Why not! But I'd switch priorities: make the less sweeping 'f' the default, and substitute by the sweeping 'f' if non-ascending or non-accent glyphs follow. Fewer headaches when kerning ...
It's the non-accented glyphs that are the exceptions in an extended glyph set.

ebensorkin's picture

Nice point Karsten! :-)

John Hudson's picture

Eben: I was wondering if you felt that the visual density of a digraph was to some extent a part of it’s essential nature

On the contrary, in the majority of alphabets that do not include a single sign for every phonemic unit of language -- which is probably the majority of alphabets -- digraphs, trigraphs and tetragraphs generally do not take a form in which the letters in any way differ from their normal forms. We read them as individual phonemic signs because we learn to. In some orthographies, a particular sequence of letters might always form a digraph (I believe this is the case with the Dutch ij) but there are very many languages in which letter sequences can be pronounced in multiple ways and in different words may represent a single sound or a sequence of sounds. English and other languages with etymological and root-based spelling tend to develop these situations over time as pronounciation changes.

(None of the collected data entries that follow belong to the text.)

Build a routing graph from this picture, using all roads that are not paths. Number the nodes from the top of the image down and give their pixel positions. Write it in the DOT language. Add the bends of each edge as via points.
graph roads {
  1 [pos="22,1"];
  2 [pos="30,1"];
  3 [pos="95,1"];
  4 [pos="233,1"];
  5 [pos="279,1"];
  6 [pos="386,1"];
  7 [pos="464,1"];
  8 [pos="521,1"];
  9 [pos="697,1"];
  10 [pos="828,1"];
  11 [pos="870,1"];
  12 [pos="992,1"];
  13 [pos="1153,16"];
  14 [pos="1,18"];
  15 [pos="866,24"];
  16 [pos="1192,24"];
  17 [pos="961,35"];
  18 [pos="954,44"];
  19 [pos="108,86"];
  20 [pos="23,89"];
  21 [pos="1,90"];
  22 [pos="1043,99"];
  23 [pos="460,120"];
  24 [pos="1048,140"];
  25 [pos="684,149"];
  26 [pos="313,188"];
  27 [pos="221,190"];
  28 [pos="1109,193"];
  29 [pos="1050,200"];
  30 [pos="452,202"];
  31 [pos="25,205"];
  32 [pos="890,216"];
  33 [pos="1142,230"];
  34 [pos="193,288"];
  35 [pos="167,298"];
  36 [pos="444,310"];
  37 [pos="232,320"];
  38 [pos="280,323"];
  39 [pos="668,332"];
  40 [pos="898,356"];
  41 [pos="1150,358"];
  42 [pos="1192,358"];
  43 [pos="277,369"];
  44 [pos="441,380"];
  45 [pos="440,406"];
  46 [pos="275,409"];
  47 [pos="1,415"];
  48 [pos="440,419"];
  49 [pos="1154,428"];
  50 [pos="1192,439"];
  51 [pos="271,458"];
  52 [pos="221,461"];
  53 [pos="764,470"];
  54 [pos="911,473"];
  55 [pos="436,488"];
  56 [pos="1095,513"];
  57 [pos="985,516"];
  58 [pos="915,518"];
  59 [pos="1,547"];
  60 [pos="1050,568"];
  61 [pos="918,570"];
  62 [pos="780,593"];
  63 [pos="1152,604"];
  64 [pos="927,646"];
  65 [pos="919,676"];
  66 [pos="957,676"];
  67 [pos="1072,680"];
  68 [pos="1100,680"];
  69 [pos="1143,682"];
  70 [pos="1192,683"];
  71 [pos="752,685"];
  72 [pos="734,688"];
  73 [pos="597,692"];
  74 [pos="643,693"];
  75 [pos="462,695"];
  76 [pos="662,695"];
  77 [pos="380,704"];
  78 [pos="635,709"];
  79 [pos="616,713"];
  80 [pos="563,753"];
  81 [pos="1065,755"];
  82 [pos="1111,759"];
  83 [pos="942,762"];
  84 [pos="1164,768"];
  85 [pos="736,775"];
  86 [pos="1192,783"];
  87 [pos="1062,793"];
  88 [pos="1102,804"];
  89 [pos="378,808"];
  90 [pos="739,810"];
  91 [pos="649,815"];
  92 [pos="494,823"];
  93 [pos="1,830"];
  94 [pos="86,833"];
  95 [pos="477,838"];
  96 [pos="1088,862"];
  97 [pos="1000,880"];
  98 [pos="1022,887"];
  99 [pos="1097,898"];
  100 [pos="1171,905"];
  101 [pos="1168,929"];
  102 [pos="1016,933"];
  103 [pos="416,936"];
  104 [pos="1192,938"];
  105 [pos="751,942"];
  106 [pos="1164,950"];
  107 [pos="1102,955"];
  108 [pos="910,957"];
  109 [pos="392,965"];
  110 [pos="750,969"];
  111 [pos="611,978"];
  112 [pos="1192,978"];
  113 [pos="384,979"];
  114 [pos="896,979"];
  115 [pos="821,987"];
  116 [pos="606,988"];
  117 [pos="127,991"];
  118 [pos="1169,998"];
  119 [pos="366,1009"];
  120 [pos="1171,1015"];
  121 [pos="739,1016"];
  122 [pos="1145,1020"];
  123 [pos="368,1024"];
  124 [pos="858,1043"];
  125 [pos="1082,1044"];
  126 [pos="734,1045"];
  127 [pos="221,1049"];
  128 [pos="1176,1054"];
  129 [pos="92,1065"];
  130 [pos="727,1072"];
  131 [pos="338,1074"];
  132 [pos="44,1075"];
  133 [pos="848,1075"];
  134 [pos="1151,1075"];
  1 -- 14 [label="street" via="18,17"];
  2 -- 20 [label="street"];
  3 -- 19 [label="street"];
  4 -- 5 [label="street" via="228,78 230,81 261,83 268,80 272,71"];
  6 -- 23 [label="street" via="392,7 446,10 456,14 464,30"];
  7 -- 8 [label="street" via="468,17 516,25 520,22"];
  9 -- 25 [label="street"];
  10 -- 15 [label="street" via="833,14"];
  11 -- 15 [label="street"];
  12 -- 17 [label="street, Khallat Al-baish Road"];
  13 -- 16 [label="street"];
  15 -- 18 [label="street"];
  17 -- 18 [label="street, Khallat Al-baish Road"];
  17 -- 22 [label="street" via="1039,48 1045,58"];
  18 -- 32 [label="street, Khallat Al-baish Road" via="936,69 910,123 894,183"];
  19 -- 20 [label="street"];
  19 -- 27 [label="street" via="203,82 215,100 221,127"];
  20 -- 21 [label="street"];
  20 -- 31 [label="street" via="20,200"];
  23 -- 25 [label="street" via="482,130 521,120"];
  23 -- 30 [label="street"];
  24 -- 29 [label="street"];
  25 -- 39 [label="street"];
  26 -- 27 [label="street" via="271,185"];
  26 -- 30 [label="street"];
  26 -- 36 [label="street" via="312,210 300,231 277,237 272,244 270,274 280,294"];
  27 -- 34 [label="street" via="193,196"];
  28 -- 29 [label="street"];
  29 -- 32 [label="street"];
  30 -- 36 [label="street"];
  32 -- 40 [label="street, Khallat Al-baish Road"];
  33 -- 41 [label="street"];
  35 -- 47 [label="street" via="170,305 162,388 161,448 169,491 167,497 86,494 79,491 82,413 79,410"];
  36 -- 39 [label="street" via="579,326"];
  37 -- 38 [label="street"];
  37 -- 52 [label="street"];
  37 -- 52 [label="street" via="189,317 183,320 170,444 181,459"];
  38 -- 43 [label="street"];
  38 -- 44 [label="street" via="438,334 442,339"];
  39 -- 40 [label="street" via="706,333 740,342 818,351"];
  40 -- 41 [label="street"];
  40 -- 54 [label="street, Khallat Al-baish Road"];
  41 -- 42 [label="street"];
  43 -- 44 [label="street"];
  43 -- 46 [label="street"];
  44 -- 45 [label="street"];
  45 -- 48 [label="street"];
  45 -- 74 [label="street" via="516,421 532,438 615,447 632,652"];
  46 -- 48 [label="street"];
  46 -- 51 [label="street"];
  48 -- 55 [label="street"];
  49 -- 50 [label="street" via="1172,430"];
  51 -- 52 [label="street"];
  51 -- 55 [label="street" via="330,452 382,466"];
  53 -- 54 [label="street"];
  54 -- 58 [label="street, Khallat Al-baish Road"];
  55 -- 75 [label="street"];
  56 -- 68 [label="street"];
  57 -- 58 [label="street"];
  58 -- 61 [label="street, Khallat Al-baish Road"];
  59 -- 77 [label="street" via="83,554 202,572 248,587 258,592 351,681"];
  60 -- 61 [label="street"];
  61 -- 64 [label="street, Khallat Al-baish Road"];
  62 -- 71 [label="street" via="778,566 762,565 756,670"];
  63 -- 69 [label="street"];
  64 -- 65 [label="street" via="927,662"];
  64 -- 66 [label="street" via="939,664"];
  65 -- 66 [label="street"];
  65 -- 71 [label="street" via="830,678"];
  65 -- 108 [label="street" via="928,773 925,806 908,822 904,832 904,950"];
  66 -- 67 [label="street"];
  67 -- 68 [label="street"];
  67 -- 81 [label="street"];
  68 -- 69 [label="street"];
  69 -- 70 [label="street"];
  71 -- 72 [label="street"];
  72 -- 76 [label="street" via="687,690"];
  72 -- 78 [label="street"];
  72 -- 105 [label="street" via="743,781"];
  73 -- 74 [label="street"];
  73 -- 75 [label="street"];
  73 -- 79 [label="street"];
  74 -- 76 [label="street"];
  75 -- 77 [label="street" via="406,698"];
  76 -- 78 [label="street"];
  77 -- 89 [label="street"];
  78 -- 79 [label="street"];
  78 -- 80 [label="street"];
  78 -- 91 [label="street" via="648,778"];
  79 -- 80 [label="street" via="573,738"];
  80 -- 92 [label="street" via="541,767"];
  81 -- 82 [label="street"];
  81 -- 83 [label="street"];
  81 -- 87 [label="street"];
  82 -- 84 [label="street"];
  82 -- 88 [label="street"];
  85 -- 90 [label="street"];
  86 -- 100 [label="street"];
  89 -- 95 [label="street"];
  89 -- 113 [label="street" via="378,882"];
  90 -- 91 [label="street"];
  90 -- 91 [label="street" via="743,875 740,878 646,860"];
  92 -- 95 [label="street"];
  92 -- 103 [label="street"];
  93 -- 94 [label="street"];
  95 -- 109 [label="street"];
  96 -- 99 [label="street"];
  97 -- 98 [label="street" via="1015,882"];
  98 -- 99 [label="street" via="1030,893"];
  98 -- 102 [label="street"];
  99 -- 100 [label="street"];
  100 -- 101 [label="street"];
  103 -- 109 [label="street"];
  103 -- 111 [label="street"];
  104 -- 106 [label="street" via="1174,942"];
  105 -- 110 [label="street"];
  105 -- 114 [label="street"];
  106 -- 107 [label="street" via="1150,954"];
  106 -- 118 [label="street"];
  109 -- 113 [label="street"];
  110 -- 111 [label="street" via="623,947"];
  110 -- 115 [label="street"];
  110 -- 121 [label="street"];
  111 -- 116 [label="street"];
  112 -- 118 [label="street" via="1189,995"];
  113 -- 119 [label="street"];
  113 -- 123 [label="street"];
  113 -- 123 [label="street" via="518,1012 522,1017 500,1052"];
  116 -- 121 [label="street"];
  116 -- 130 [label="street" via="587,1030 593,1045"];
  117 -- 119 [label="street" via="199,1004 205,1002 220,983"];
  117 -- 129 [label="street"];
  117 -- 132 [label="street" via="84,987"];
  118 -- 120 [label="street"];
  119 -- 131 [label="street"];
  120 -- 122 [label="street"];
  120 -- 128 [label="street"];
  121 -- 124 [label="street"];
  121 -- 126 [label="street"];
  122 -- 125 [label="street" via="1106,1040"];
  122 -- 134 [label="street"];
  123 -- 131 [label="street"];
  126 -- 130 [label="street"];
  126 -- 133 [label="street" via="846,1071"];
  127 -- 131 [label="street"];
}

In some orthographies, digraphs etc. are considered separate units within the alphabet, which means that they are sorted independently of their constituent letters. This generally indicates a consistency in their pronunciation. In other orthographies letter sequences that function as digraphs some of the time will be sorted in order of the individual letters.

ebensorkin's picture

John, let me see if I have understood what you are saying. Are you are first making the point that digraphs ( trigraphs and tetragraphs ) exist in spoken language first and that their existence as linguistic phonemes is precedes and informs glyphs? I think you are also saying that there is often no neat correspondence or matching between a glyph/sign and the phoneme. I know you said more than this but I am hoping this was the distiction you were making vis a vis glyphs & sorting. If so, this makes sense to me and is a good point that would be easy to loose sight of in the mad rush for glyphs.

Okay. But back to the glyphs again. There is a further distinction between the the sorting of the digraph and visual form the glyphic counterpart to the digraph takes. Which means that you can have:

• a phonemic digraph which can look like two letters and be sorted in the manner of two - the common state. In which case the digraph is a digraph in only the phonemeic sense. Correct?

• a phonemic digraph where it can can look like two letters and be sorted in the manner of one - the next most common

• and a phonemic digraph where it is presented as a single glyph and sorted in the manner of one - the rarity

• and a phonemic digraph where it is treated as a single ligatured glyph and sorted in the manner of one - still more rare (and maybe non-existent?)

Is this breakdown of states corect & complete?

Which brings me to my question: When Peter Bil’ak made Fedra Mono, and made the digraphs he made as single glyphs was he embracing the various cultures prefered model for these digraphs ( the single sort & single glyph ) or was he inventing something? The sense I have is that he was inventing. That is why places for a single glyph sz do not appear in the Open type spec. Is that right?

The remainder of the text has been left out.